Pedro Fortuna un ricercatore di sicurezza ha indicato quindi l’esigenza di un approccio diverso basato sull’analisi comportamentale del codice: “invece di cercare una soluzione che prevenga le iniezioni di codice dannoso non prevenibili”, suggerisce il ricercatore, “le organizzazioni dovrebbero rilevare le code injection per bloccare rapidamente gli attacchi Magecart. La gestione e la convalida di terze parti è un buon inizio, ma non sufficiente. Gli script possono modificare il comportamento e ci si può fidare degli script se e solo se non cambiano il loro comportamento. Uno script di chat, ad esempio, non deve interagire in alcun modo con il modulo di pagamento. Uno script che non invia mai informazioni, non dovrebbe mai essere in grado di inviare dati a un dominio non controllato. Piuttosto che esaminare il codice, limitare questi comportamenti è ciò che garantisce una buona difesa”.

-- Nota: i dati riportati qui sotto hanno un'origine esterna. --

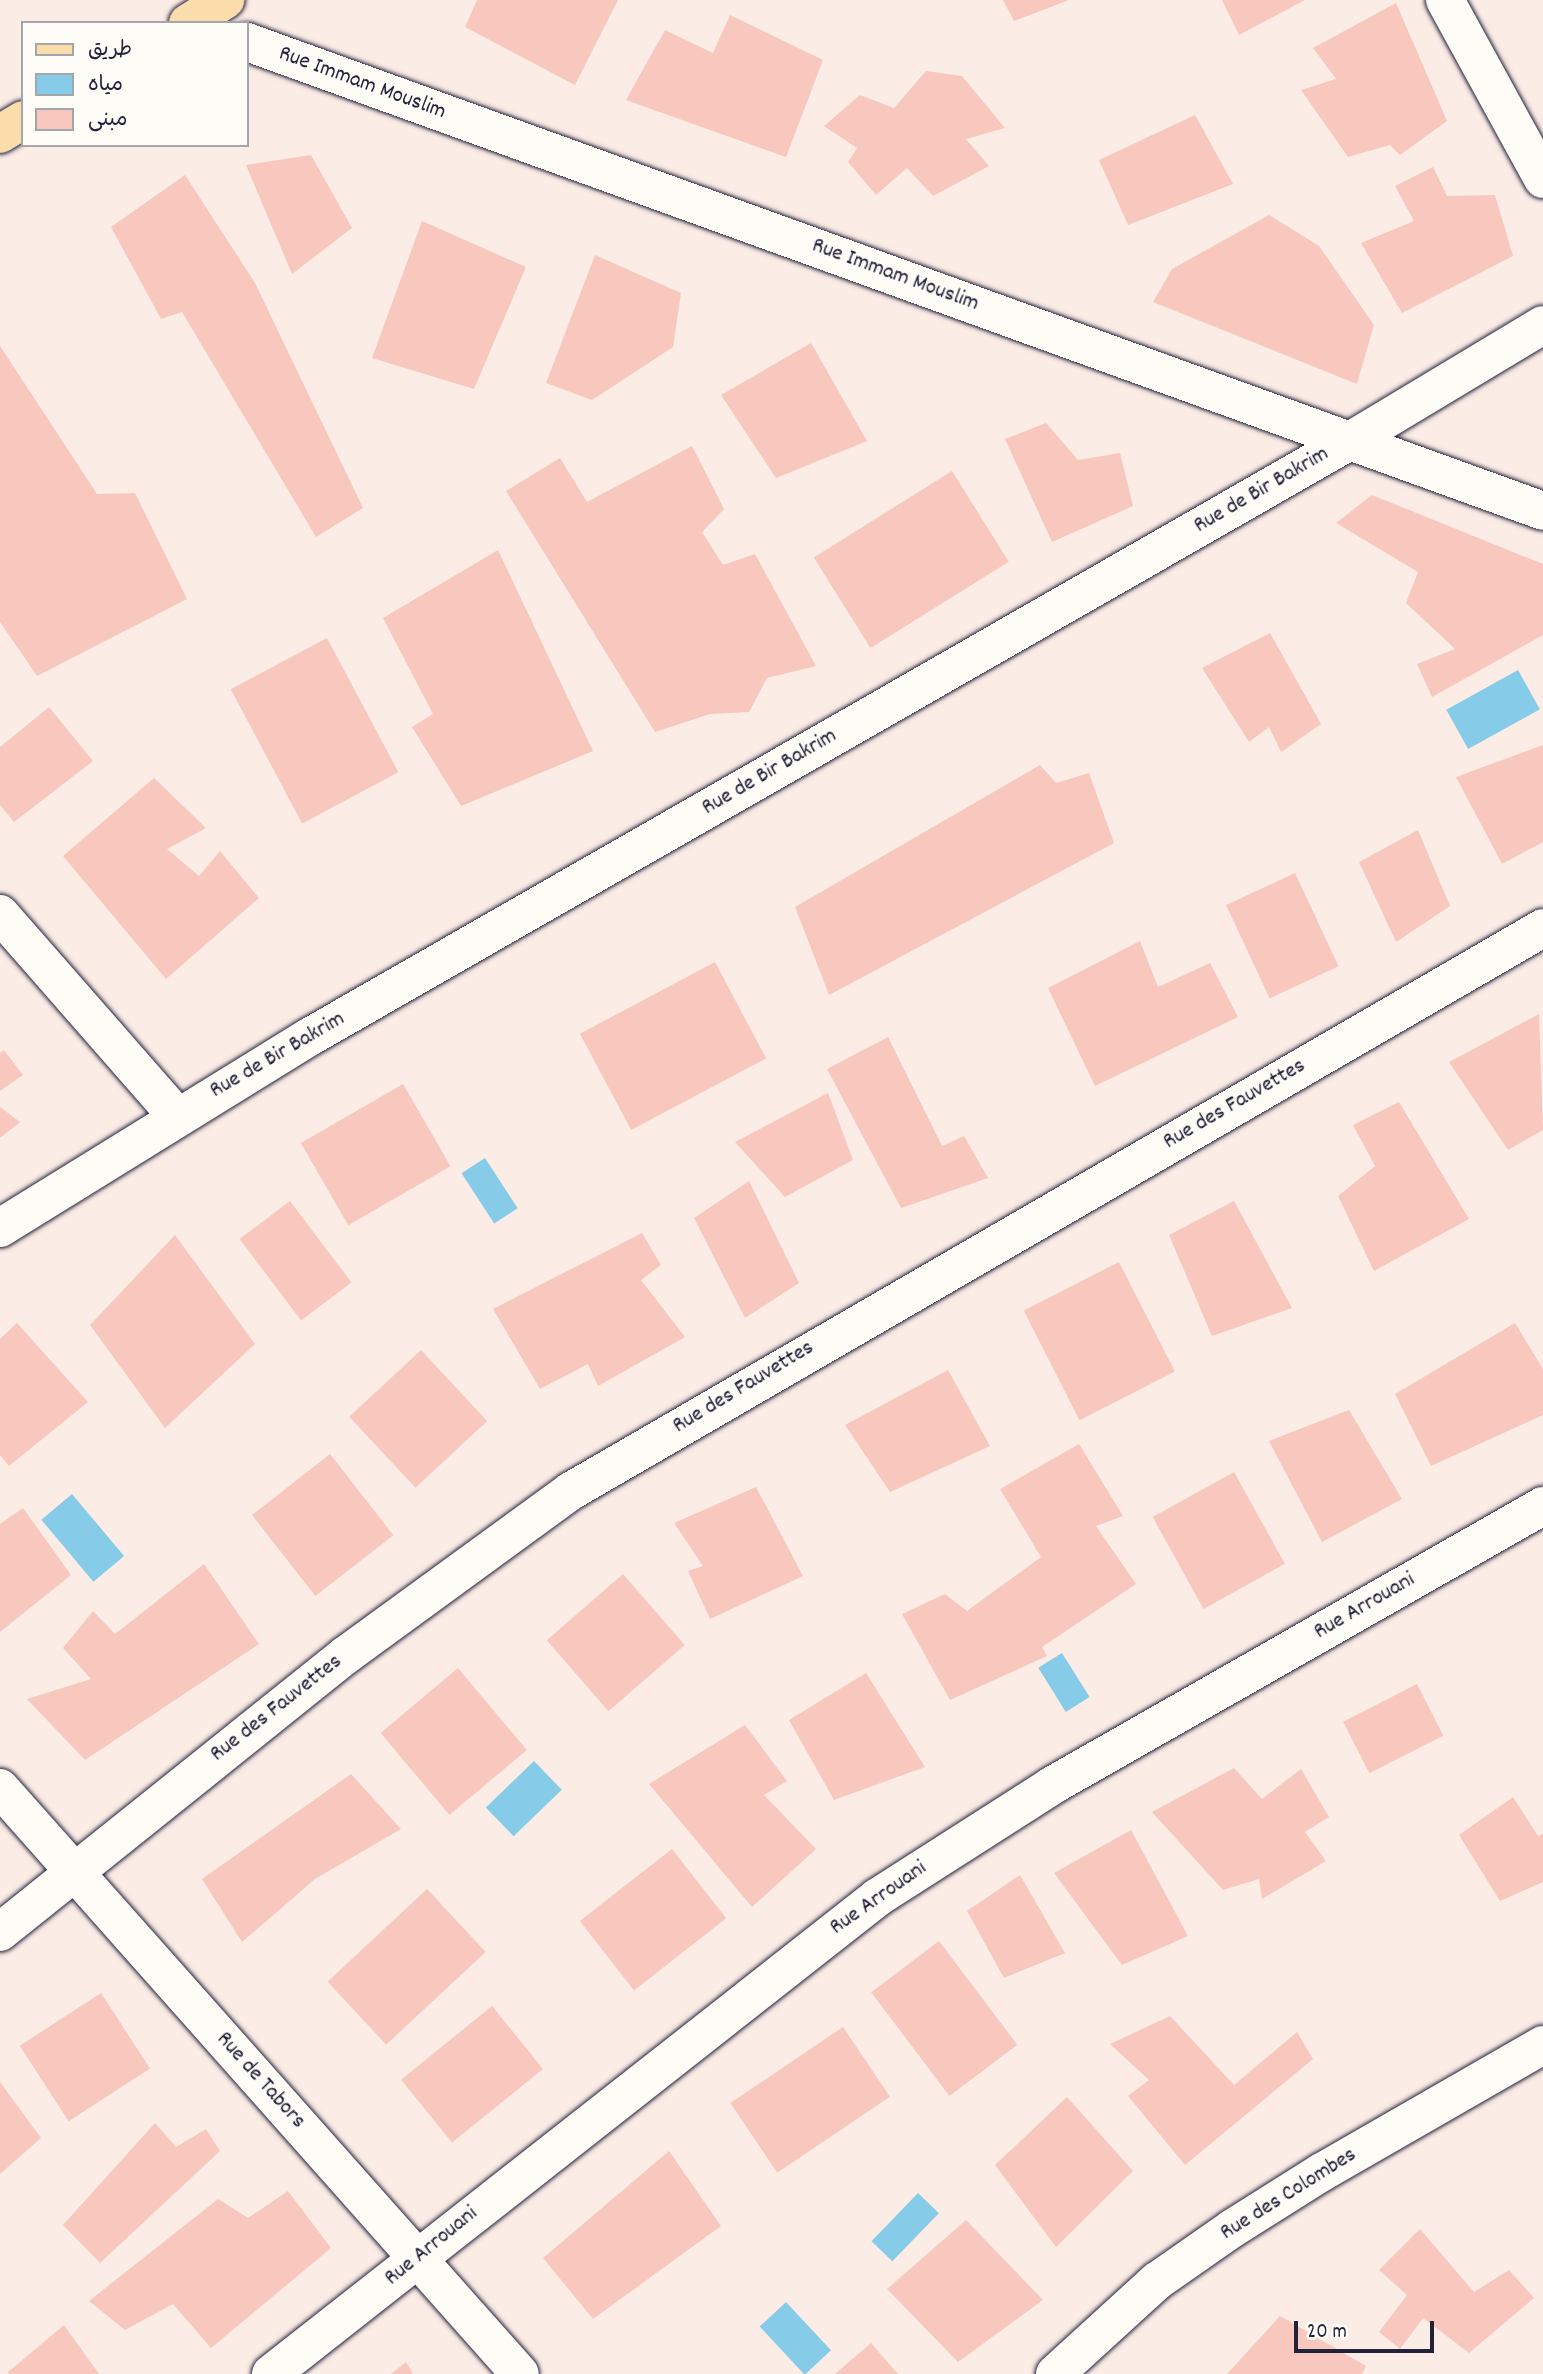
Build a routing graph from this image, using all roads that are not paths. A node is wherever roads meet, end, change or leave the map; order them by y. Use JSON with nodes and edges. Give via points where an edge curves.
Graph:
{"nodes":[{"id":1,"x":225,"y":0,"type":"edge"},
{"id":2,"x":1445,"y":0,"type":"edge"},
{"id":3,"x":192,"y":21,"type":"edge"},
{"id":4,"x":248,"y":42,"type":"edge"},
{"id":5,"x":21,"y":121,"type":"edge"},
{"id":6,"x":0,"y":134,"type":"edge"},
{"id":7,"x":1543,"y":179,"type":"edge"},
{"id":8,"x":1543,"y":325,"type":"edge"},
{"id":9,"x":1350,"y":441,"type":"junction"},
{"id":10,"x":1543,"y":510,"type":"edge"},
{"id":11,"x":0,"y":914,"type":"edge"},
{"id":12,"x":1543,"y":928,"type":"edge"},
{"id":13,"x":177,"y":1115,"type":"junction"},
{"id":14,"x":0,"y":1228,"type":"edge"},
{"id":15,"x":1543,"y":1506,"type":"edge"},
{"id":16,"x":0,"y":1788,"type":"edge"},
{"id":17,"x":73,"y":1871,"type":"junction"},
{"id":18,"x":0,"y":1932,"type":"edge"},
{"id":19,"x":1543,"y":2045,"type":"edge"},
{"id":20,"x":417,"y":2259,"type":"junction"},
{"id":21,"x":271,"y":2374,"type":"edge"},
{"id":22,"x":520,"y":2374,"type":"edge"},
{"id":23,"x":1055,"y":2374,"type":"edge"}],
"edges":[{"from":1,"to":3,"type":"main road"},
{"from":2,"to":7,"type":"street"},
{"from":4,"to":9,"type":"street","name":"Rue Immam Mouslim"},
{"from":5,"to":6,"type":"main road"},
{"from":8,"to":9,"type":"street","name":"Rue de Bir Bakrim"},
{"from":9,"to":10,"type":"street","name":"Rue Immam Mouslim"},
{"from":9,"to":13,"type":"street","name":"Rue de Bir Bakrim"},
{"from":11,"to":13,"type":"street"},
{"from":12,"to":17,"type":"street","name":"Rue des Fauvettes","via":[[571,1491],[346,1655]]},
{"from":13,"to":14,"type":"street","name":"Rue de Bir Bakrim"},
{"from":15,"to":20,"type":"street","name":"Rue Arrouani","via":[[1053,1785],[877,1897]]},
{"from":16,"to":17,"type":"street","name":"Rue de Tabors"},
{"from":17,"to":18,"type":"street","name":"Rue des Fauvettes"},
{"from":17,"to":20,"type":"street","name":"Rue de Tabors"},
{"from":19,"to":23,"type":"street","name":"Rue des Colombes","via":[[1233,2228],[1157,2281]]},
{"from":20,"to":21,"type":"street","name":"Rue Arrouani"},
{"from":20,"to":22,"type":"street","name":"Rue de Tabors"}]}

Luke Leal, di Sucuri, consiglia di adottare soluzioni capaci di “identificare nuovi file nell’ambiente e rilevare modifiche potenzialmente dannose, implementando servizi di monitoraggio del sito Web unitamente a controlli di integrità”.
Nicola Ferioli, Head of Engineering di Akamai, ha sottolineato come gli attacchi Magecart possano avere un impatto sull’utenza, sia che avvengano attraverso script malevoli iniettati attraverso l’hostname del Cliente sia attraverso risorse di terze parti, suggerendo anche come la protezione in-browser debba essere parte integrante di qualsiasi azienda che abbia una significativa presenza online.